(Beginning of Provided records)

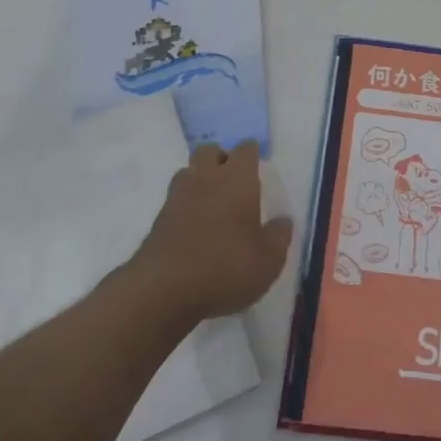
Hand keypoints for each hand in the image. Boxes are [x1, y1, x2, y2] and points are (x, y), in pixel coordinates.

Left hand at [132, 140, 292, 320]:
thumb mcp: (269, 259)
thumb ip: (279, 236)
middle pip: (209, 151)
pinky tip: (194, 228)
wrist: (163, 290)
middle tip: (233, 181)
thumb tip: (282, 221)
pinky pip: (174, 201)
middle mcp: (206, 178)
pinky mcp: (157, 221)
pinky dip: (185, 207)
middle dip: (220, 158)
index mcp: (237, 179)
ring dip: (199, 180)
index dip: (252, 154)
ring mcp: (177, 198)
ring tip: (211, 203)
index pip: (245, 150)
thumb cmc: (226, 266)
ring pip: (188, 172)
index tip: (257, 165)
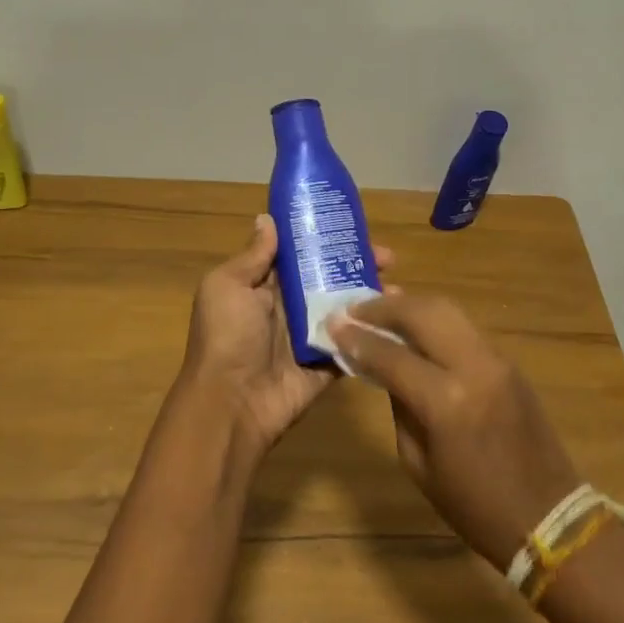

(End of Provided records)

Line count for the word "pinky": tally the lines of the records above that hold it and give only that figure.

### Response to this exercise
4